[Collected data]
+++

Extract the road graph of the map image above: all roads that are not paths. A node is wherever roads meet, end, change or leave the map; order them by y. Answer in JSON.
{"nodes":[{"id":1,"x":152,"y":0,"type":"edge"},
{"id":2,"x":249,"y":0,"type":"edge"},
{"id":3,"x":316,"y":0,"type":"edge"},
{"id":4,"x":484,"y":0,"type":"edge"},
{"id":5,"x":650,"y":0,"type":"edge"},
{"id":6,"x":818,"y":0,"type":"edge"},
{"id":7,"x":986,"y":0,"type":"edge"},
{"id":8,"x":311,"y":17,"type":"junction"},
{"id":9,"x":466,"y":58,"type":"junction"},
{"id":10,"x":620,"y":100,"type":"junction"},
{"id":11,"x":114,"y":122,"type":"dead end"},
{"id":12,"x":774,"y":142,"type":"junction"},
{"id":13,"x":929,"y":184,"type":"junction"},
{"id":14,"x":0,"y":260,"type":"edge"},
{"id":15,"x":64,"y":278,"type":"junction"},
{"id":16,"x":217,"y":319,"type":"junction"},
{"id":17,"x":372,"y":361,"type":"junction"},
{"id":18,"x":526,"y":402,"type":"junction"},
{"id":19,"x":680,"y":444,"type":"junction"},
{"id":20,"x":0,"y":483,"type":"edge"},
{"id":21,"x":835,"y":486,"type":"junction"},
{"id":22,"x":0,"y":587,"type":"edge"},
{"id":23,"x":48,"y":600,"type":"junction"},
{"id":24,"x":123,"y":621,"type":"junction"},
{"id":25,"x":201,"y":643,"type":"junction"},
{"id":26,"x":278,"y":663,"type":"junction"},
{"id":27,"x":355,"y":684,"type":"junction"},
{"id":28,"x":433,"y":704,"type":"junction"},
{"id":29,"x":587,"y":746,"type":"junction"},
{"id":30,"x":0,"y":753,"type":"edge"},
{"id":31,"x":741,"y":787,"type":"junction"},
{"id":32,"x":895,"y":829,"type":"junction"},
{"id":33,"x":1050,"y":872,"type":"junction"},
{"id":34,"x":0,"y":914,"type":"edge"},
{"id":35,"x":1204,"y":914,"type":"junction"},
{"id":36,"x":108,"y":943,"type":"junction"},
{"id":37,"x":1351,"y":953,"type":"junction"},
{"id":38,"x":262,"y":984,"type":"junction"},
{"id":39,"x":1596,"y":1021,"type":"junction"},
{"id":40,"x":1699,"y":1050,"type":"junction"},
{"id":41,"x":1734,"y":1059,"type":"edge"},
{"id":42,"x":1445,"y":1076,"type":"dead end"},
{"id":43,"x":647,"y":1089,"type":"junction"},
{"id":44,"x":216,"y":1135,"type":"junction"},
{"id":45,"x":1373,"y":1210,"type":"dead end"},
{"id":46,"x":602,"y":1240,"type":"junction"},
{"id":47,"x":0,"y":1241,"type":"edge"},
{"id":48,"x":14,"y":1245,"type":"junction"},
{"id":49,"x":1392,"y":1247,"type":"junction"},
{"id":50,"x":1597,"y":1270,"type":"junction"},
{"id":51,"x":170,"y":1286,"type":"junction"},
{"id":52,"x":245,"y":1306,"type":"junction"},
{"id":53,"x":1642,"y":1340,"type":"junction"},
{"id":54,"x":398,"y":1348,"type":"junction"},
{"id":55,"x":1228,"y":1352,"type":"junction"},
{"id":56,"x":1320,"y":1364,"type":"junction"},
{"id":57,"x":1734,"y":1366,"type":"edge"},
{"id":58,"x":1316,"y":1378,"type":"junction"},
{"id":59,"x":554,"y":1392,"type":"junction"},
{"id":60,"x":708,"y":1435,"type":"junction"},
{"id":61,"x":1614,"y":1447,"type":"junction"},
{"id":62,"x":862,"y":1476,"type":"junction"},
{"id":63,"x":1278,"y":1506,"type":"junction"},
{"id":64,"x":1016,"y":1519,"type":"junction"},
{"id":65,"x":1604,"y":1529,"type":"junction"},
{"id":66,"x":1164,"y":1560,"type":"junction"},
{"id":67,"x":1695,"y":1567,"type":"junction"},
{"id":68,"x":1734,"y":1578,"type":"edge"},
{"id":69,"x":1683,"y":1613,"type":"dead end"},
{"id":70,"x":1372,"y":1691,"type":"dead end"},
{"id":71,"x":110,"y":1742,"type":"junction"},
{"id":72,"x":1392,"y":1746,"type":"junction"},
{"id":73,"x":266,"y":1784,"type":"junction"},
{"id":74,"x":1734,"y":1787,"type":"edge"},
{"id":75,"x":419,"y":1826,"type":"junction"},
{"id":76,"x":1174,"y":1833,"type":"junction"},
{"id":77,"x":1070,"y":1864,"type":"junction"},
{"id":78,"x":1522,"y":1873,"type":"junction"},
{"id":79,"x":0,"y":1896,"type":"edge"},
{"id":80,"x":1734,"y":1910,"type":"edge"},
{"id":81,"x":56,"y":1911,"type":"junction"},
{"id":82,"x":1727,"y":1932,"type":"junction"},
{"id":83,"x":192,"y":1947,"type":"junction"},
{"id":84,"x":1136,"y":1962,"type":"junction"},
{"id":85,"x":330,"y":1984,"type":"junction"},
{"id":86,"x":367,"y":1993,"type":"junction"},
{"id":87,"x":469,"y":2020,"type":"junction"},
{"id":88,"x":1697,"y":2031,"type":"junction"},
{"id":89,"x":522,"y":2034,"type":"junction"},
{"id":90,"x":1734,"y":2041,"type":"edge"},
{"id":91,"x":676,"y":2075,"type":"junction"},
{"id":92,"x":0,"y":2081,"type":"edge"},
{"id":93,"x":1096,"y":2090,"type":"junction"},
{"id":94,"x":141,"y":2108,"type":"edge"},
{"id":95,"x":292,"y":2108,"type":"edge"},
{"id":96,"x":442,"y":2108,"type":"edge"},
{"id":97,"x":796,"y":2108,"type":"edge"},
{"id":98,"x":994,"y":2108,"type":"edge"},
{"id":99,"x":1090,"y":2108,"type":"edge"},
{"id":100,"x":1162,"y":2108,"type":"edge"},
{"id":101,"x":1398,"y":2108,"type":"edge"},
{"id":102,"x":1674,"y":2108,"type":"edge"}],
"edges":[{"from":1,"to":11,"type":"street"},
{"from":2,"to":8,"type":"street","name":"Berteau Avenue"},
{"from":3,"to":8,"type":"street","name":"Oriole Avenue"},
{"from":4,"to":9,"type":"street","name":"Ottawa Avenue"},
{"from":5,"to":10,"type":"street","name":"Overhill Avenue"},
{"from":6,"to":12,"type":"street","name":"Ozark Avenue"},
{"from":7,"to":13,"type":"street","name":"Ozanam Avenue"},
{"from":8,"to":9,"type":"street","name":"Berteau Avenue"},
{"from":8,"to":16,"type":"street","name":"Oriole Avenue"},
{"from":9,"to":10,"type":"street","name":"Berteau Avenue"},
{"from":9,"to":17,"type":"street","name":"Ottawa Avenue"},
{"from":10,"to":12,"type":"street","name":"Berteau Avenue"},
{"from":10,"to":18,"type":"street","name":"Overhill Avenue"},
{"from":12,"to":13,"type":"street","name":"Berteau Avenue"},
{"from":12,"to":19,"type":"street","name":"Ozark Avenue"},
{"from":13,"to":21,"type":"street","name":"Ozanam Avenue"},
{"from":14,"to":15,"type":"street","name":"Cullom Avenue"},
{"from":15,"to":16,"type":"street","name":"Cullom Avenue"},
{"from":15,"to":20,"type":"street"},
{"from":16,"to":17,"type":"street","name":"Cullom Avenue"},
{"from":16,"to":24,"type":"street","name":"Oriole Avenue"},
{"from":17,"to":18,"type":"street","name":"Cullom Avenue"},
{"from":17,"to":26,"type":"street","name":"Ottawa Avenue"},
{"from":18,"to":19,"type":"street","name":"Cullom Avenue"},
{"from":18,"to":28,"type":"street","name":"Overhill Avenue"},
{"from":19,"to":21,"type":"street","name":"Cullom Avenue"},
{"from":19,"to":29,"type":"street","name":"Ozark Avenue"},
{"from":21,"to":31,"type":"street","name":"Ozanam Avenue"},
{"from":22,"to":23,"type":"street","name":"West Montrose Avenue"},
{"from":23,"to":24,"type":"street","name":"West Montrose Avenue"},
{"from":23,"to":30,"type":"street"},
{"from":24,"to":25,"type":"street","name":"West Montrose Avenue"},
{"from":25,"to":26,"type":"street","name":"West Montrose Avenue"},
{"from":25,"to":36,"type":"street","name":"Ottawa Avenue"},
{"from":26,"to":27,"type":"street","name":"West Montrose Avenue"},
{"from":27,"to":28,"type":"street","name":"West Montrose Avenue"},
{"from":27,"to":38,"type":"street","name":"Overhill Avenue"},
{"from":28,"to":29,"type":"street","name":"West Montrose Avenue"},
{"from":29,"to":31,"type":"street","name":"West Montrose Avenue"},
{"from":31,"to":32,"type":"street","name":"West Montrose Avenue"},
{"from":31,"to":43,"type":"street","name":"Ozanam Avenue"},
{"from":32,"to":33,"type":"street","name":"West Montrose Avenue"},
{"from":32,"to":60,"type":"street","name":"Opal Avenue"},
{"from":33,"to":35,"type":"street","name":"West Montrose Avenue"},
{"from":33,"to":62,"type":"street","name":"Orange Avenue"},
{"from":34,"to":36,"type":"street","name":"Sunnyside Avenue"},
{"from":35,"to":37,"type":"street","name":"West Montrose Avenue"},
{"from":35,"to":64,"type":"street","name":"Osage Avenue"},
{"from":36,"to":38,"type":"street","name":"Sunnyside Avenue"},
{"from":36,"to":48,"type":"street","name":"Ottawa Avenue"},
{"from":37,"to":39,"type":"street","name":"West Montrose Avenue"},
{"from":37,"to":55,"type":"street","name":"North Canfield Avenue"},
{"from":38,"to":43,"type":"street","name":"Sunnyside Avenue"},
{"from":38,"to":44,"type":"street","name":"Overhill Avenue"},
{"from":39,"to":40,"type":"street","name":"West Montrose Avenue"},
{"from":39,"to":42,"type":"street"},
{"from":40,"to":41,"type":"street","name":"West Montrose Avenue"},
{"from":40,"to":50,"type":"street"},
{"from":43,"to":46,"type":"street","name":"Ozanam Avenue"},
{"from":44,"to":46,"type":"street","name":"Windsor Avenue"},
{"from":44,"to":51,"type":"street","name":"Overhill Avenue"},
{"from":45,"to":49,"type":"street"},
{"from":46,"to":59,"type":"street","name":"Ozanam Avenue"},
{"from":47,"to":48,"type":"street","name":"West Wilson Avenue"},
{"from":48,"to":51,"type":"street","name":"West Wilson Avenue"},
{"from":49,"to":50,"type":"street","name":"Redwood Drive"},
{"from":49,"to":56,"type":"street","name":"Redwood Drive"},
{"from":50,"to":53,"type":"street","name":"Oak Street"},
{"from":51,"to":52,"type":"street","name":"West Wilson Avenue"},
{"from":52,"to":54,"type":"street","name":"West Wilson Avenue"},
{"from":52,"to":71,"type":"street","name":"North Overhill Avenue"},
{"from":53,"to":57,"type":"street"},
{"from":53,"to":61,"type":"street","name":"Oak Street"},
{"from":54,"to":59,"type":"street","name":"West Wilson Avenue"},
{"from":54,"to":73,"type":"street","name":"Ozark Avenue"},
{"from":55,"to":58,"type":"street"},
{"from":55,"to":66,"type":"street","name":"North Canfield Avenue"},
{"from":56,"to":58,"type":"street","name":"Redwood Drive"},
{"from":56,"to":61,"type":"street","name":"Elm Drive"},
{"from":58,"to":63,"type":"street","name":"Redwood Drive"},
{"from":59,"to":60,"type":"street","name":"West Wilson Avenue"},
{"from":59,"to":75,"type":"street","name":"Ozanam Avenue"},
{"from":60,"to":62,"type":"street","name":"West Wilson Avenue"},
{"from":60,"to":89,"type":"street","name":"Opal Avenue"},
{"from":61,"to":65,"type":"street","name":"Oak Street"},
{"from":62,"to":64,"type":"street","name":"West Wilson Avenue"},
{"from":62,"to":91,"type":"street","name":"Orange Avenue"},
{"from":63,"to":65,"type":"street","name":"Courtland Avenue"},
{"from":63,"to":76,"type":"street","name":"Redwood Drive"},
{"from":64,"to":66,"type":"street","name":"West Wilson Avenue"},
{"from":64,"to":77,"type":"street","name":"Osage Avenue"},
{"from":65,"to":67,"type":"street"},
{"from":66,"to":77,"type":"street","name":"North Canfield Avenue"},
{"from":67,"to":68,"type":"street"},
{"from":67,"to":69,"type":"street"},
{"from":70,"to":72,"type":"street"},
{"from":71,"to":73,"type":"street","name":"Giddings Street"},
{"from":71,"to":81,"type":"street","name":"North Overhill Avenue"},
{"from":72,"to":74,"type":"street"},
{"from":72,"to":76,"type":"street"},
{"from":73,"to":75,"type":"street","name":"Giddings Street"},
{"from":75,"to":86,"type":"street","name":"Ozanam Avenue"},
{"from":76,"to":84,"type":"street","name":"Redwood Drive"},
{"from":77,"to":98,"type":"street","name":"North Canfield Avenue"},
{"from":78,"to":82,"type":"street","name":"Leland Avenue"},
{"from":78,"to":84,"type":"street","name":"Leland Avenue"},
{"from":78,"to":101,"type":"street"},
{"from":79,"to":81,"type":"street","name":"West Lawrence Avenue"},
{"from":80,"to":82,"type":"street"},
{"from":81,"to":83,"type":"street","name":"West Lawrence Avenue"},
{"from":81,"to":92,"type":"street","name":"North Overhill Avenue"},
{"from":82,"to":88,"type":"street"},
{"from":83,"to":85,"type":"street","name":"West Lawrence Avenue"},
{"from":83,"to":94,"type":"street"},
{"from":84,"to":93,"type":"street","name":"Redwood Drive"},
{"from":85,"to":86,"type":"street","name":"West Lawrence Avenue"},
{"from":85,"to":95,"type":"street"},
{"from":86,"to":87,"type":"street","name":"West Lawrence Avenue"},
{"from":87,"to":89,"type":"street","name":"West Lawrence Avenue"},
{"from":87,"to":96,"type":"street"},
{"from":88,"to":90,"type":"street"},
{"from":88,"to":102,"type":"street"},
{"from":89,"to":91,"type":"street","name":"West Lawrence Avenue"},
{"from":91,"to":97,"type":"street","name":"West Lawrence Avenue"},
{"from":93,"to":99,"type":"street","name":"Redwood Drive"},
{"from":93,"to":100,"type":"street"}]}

+++

• **What the task asks**:
Read the records above. Show each line that has the string "Drive".

• **Task answer**:
{"from":49,"to":50,"type":"street","name":"Redwood Drive"},
{"from":49,"to":56,"type":"street","name":"Redwood Drive"},
{"from":56,"to":58,"type":"street","name":"Redwood Drive"},
{"from":56,"to":61,"type":"street","name":"Elm Drive"},
{"from":58,"to":63,"type":"street","name":"Redwood Drive"},
{"from":63,"to":76,"type":"street","name":"Redwood Drive"},
{"from":76,"to":84,"type":"street","name":"Redwood Drive"},
{"from":84,"to":93,"type":"street","name":"Redwood Drive"},
{"from":93,"to":99,"type":"street","name":"Redwood Drive"},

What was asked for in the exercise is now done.